The co-evolution of language and mindreading

Marieke Woensdregt (Edinburgh)

Tuesday 18 October 2016, 11:00–12:30
1.17 Dugald Stewart Building

The hypothesis that mindreading (theory of mind) and language have facilitated or pushed for each other’s evolution has been put forward in several different ways on several different grounds. The evolution of explicit mindreading skills may have been important for the evolution of language because it allows us to express and recognize communicative intentions. The evolution of linguistic conventions may have been important for the evolution of mindreading because it allows us to make our mental states explicit, and transmit our understanding of mental states to others. The same arguments have been made on the developmental timescale – based on studies correlating mindreading skills with word learning ability, and studies showing that certain linguistic input can facilitate the development of mindreading.

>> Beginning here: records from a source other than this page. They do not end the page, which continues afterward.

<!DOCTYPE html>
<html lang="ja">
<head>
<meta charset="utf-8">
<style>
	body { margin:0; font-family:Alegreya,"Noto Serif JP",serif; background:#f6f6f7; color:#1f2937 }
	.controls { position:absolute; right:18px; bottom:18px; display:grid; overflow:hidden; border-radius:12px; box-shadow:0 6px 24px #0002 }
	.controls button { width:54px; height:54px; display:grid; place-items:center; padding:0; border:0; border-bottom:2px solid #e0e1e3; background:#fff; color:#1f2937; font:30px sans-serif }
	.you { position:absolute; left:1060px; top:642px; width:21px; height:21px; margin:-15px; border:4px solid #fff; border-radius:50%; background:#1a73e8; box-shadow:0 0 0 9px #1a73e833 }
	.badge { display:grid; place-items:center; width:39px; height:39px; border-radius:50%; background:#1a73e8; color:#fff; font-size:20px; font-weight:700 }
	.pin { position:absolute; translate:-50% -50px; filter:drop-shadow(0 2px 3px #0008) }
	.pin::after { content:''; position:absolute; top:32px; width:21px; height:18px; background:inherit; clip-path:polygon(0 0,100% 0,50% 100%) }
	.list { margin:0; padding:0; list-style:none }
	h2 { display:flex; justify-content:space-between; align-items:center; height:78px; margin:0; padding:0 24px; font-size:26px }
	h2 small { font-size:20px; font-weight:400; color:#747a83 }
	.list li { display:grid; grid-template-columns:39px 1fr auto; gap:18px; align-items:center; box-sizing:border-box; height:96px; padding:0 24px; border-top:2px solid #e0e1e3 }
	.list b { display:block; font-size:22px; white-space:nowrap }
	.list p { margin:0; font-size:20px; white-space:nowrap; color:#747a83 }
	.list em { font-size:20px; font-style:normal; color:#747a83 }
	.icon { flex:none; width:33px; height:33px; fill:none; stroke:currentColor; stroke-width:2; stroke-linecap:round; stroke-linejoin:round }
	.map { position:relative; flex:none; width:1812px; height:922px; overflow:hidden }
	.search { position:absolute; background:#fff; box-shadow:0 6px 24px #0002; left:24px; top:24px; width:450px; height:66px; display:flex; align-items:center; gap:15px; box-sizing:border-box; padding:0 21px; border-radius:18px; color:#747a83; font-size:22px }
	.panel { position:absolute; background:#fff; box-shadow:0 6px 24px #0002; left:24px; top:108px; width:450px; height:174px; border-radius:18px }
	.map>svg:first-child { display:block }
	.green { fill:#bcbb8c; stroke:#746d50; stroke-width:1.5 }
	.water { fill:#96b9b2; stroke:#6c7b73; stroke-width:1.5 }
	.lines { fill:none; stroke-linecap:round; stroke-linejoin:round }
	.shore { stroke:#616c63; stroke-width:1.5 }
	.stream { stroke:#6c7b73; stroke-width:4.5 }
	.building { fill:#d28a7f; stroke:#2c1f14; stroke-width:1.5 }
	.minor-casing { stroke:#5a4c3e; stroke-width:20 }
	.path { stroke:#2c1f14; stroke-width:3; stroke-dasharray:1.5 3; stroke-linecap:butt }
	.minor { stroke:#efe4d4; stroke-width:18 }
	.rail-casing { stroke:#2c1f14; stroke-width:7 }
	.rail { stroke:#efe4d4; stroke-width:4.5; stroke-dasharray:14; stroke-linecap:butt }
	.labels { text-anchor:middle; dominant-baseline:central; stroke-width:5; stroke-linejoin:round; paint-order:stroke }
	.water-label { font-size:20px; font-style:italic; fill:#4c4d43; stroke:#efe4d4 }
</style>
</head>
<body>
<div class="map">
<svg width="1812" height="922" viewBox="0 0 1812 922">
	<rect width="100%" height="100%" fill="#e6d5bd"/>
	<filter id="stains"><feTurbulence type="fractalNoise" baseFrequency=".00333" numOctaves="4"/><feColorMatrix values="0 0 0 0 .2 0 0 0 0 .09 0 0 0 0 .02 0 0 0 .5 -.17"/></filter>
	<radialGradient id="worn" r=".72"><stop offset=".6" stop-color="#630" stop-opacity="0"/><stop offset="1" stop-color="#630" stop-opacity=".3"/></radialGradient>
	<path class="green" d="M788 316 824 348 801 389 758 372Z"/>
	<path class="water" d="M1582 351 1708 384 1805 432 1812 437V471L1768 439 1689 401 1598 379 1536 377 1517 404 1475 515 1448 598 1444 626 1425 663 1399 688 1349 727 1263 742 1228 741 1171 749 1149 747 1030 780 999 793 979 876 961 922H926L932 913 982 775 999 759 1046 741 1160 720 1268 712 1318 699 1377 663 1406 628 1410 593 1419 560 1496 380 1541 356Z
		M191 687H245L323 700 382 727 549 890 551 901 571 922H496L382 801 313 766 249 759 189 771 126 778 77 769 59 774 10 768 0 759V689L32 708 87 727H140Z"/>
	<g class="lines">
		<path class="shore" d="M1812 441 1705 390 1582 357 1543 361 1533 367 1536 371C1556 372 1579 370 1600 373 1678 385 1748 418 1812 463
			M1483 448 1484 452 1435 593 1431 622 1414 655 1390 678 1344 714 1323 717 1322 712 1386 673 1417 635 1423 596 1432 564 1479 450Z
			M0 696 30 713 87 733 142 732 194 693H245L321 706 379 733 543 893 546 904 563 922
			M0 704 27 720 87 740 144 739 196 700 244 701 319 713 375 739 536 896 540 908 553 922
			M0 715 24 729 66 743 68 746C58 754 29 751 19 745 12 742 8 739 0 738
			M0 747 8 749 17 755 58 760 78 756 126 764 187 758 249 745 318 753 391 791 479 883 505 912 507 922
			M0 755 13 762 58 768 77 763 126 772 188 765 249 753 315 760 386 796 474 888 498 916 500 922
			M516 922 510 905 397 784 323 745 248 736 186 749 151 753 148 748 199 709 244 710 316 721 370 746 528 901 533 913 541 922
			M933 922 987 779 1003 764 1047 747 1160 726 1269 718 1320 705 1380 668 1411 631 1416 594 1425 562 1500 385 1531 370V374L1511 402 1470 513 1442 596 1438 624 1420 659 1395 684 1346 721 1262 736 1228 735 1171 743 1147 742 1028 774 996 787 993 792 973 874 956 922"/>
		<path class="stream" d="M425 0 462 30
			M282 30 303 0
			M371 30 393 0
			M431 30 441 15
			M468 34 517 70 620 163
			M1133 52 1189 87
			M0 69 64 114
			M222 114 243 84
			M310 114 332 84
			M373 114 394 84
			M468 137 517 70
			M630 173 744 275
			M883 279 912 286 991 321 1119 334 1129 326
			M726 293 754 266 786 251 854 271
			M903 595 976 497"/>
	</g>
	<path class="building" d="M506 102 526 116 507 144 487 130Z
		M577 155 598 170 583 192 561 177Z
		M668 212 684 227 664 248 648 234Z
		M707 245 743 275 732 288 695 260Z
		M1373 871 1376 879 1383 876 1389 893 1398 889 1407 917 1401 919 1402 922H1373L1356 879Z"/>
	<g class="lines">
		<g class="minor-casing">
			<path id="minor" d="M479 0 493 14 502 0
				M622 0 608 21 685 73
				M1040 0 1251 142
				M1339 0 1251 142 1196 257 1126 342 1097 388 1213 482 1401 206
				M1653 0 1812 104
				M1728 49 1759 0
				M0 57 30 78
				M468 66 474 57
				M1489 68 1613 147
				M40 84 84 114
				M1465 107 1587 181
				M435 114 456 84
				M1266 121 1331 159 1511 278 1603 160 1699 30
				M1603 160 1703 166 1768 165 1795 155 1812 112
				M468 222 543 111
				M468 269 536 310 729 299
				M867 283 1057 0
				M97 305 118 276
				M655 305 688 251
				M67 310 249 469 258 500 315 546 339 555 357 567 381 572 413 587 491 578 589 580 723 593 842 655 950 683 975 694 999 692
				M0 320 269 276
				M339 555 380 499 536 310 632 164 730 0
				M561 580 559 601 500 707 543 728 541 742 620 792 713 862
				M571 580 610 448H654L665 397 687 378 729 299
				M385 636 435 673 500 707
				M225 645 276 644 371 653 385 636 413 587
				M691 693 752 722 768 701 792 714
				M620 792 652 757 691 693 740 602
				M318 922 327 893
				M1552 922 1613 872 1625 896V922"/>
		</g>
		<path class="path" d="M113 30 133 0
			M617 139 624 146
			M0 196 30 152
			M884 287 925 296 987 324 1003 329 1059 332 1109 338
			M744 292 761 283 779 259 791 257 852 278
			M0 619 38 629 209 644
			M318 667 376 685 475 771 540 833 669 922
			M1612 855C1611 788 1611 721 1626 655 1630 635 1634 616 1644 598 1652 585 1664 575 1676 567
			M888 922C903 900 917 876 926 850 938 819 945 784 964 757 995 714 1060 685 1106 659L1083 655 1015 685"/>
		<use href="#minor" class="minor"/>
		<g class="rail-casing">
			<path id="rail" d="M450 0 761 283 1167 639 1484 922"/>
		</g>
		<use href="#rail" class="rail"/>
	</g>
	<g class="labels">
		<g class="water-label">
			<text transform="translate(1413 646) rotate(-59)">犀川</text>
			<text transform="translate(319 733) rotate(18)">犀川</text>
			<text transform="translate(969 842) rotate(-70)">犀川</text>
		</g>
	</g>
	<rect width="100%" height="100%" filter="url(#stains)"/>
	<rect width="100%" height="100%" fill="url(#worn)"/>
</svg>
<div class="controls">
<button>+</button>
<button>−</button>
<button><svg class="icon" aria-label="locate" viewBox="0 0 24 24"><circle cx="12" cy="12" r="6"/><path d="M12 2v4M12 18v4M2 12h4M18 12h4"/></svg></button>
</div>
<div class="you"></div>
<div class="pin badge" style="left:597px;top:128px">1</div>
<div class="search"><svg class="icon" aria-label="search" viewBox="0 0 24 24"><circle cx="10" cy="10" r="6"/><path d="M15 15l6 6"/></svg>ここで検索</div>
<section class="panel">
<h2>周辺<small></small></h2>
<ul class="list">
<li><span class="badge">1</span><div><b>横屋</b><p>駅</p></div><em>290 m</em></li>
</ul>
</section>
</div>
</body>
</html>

In this talk I will present an agent-based model that explores under which circumstances language and mindreading can co-evolve – where language is implemented as lexicon-learning, and mindreading as the ability to learn another agent’s perspective on the world. Agents can learn both the lexicon and the perspective of another agent through Bayesian inference, but these two skills crucially bootstrap each other during development – meaning that one skill could not be learned if there was no ability to learn the other.

Over the course of iterated learning this co-development results in interesting evolutionary dynamics. Populations of agents that develop in this way are only able to establish an informative language if there is either a strong pressure in favour of expressivity, or a weak pressure that favours successful perspective-takers as cultural parents. Given such a weak pressure in favour of perspective-taking, an informative language can be established even when learners have a strong cognitive bias in favour of simple (compressible) languages. I will discuss these simulation results in the light of theories about the evolution of Gricean communication and social coordination.